On August 7, the National Stock Exchange (NSE) and the Bombay Stock Exchange (BSE) issued circulars notifying that capital markets regulator Securities and Exchange Board of India (SEBI) had forwarded them a list of 331 ‘shell companies’ as identified by the Ministry of Corporate Affairs (MCA) and advised them to take a number of actions against the notified listed companies.
The circulars said that trading in all such listed securities will be placed in Stage VI of Graded Surveillance Measures with immediate effect. Trading in these securities will be permitted once a month.
Besides, stock exchanges will initiate a process of verifying the credentials or fundamentals of such companies by conducting an independent audit and forensic audit, if necessary.
In case the stock exchanges do not find appropriate credentials or fundamentals, they will initiate proceedings for compulsory delisting of those companies.
In addition, the promoters and directors will not be allowed to transact in the securities of their companies, except for buying of the securities, until the investigation by stock exchanges is completed. Also, the shares held by them will not be allowed to be transferred by depositaries until the investigation is completed.
The circulars raise several concerns.
Contrary to some media reports, it is not SEBI that has ‘banned’ trading in these companies. The letter clearly states that it is the MCA which has forwarded SEBI the list of these 331 shell companies. SEBI, on its part, has just forwarded the list to the stock exchanges ‘advising’ them to do their own independent investigations on the same.
It is unusual that SEBI has just forwarded the list to the stock exchanges without stating whether it has done its own investigation on the veracity of the claim made by the MCA. In the absence of any such information in the circular, which has SEBI’s letter to exchanges, it can also be assumed that SEBI has not done any investigation on its own.
The letter by SEBI does not disclose any rationale or justification on what basis the MCA has classified these companies as ‘shell companies’. This has made matters confusing for stakeholders of the concerned companies, including their minority shareholders. The least that could have been done for transparency in communication was to disclose the criteria or event on the basis of which these companies were determined to be ‘shell companies’.
Some of the companies in the list includes names such as SQS India BFSI, J. Kumar Infraprojects, Parsvnath Developers, etc., which have operating businesses and revenues. It is not clear as to on what basis the MCA has classified these companies as ‘shell companies’. By prohibiting regular trading, it is the minority shareholders of these companies that will be affected the most.

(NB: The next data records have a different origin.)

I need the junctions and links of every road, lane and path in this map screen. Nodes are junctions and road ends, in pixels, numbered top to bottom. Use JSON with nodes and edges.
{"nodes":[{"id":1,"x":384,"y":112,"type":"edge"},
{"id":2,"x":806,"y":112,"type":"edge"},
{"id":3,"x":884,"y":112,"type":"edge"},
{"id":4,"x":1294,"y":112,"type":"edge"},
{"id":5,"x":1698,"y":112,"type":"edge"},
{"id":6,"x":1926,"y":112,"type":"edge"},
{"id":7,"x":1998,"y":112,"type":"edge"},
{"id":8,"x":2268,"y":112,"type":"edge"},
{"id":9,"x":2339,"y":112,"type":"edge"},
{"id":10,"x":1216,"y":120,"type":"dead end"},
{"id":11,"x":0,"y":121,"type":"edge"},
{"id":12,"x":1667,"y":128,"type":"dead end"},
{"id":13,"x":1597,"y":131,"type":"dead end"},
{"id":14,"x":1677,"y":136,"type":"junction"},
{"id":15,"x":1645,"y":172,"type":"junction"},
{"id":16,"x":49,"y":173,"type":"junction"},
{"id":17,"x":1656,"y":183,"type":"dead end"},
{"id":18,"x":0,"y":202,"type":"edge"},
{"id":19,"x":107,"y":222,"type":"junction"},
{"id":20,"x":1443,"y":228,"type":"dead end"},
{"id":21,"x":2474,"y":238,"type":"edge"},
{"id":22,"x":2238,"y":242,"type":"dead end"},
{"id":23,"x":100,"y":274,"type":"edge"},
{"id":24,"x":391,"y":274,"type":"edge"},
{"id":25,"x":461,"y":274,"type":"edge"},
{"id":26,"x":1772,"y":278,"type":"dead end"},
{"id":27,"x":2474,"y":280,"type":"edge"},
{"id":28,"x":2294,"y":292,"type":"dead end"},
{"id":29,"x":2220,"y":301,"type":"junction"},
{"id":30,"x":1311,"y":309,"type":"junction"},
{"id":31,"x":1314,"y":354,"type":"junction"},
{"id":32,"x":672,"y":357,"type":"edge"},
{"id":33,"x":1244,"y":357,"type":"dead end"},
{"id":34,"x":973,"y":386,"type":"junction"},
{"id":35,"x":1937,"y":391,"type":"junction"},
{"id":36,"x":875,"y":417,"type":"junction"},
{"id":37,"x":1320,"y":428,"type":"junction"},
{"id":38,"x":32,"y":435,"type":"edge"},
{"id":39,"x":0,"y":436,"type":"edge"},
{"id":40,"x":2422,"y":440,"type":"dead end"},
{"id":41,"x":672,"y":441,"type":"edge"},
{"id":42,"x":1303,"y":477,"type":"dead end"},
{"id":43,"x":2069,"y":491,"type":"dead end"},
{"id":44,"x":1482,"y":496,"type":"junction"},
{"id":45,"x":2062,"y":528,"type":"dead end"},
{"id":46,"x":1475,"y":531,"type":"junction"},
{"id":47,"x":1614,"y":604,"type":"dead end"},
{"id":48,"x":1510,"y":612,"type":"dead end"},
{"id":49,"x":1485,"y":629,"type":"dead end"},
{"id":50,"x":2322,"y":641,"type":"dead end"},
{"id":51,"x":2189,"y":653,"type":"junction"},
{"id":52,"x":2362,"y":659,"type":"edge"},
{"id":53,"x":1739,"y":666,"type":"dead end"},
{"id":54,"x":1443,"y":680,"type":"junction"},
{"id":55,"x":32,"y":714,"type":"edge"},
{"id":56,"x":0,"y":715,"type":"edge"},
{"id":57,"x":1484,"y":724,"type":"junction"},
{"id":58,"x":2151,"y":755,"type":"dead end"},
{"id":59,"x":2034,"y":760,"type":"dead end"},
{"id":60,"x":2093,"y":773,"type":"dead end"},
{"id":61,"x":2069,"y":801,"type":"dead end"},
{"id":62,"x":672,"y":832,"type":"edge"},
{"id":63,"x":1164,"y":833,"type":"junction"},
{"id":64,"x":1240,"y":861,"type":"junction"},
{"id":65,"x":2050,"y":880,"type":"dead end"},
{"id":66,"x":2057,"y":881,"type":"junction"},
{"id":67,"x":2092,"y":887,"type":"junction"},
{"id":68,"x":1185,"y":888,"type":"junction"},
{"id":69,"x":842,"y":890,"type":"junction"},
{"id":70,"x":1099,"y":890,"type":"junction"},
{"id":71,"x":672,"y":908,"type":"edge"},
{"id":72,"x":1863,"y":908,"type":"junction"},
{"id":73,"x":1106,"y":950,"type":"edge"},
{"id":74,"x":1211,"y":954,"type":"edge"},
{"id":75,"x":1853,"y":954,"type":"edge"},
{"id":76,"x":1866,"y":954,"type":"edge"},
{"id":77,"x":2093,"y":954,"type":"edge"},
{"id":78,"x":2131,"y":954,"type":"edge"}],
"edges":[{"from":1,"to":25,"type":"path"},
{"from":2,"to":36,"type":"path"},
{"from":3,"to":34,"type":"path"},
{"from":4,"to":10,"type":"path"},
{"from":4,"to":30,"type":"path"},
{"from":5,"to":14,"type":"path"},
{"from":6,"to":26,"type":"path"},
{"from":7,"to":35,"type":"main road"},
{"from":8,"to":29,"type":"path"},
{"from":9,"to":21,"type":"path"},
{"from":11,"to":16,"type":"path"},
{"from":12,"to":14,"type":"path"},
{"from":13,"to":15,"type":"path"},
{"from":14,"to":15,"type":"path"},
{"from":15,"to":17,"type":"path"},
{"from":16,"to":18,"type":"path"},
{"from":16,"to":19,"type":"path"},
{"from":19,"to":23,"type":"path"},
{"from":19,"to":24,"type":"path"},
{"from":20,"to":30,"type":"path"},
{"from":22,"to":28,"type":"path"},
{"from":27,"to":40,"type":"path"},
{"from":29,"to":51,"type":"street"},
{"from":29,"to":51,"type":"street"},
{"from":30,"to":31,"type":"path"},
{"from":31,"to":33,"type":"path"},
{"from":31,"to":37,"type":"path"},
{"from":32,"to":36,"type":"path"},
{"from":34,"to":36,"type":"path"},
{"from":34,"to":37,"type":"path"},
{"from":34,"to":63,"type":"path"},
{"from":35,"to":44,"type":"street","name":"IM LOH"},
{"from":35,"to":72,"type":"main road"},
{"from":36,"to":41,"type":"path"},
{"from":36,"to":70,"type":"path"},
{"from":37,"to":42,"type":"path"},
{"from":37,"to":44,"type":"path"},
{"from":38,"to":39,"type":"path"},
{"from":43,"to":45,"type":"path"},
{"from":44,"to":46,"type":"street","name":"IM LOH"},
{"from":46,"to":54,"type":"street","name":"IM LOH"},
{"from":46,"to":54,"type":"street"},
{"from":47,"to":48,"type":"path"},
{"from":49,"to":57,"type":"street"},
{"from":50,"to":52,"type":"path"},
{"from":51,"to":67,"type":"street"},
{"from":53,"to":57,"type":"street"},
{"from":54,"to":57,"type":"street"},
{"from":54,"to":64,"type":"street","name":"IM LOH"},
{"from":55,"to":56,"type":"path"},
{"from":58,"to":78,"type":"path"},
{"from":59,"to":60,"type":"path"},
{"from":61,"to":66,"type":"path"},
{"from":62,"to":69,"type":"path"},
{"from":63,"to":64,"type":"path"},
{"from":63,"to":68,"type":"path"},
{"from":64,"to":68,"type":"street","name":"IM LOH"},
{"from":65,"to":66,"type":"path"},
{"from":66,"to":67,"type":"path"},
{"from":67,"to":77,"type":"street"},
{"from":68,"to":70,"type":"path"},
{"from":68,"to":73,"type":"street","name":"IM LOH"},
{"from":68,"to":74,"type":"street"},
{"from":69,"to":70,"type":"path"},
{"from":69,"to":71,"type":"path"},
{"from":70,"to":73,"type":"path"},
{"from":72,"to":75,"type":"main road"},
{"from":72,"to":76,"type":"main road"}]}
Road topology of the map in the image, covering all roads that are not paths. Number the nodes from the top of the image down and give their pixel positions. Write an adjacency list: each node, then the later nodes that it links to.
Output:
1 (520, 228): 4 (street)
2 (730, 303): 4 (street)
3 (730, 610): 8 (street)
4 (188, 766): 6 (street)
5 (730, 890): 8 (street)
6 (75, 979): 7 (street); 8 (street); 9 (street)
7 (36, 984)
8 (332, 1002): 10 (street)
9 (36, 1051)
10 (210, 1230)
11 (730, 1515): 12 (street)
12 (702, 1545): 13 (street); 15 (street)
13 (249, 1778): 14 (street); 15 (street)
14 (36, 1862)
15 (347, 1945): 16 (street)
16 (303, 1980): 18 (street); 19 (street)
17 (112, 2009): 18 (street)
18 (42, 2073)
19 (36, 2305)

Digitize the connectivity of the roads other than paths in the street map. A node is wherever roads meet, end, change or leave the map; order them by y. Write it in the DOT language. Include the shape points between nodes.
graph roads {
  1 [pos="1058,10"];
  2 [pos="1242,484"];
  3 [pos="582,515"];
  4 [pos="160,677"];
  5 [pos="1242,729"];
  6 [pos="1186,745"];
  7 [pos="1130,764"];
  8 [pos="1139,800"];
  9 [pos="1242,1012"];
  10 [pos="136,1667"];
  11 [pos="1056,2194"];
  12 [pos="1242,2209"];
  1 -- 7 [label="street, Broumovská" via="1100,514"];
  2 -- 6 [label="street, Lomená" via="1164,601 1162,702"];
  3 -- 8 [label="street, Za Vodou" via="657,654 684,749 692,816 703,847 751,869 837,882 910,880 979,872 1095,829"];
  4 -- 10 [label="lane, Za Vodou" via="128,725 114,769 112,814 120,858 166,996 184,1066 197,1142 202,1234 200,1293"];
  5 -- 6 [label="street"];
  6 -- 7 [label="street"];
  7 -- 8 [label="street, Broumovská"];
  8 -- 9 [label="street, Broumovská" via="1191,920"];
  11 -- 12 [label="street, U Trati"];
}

There is no separate circular(s) on the above notification by either SEBI or the MCA. This has made matters more opaque and secretive than transparent.
It seems to appear that SEBI, through this letter, has committed what is known in statistics as Type-1 and Type-2 errors. Many companies that seem to be genuine have found their names on this list while there are many other suspect companies which are not at all mentioned here.
The biggest worry regarding this letter is that SEBI and the MCA have not provided any scope for the companies to present their defence as to why they should not be classified as shell companies. The companies, their directors and shareholders have not been provided any channel(s) to be heard out in this case. This is unfair to the companies and especially to their minority shareholders.
SEBI, as the regulatory body of listed entities in India, champions good corporate governance practices that include transparency and fairness by the companies. However, in this case, SEBI itself has failed on both these fronts.
First, by not disclosing the criteria of qualifying these 331 entities as ‘shell companies’ and by not stating whether it has done its own due-diligence or investigation on these companies, it has failed to be transparent.
Second, by advising stock exchanges to immediately restrict regular trading in the securities before even initiating an investigation, and by not providing any opportunity to the concerned companies to present their defence, SEBI has been unfair to these companies and their minority shareholders.
We sincerely hope SEBI to come up with a circular or notification that provides full justification and greater disclosures on the issues.
Shriram Subramanian is the founder and managing director of proxy advisory firm InGovern Research Services.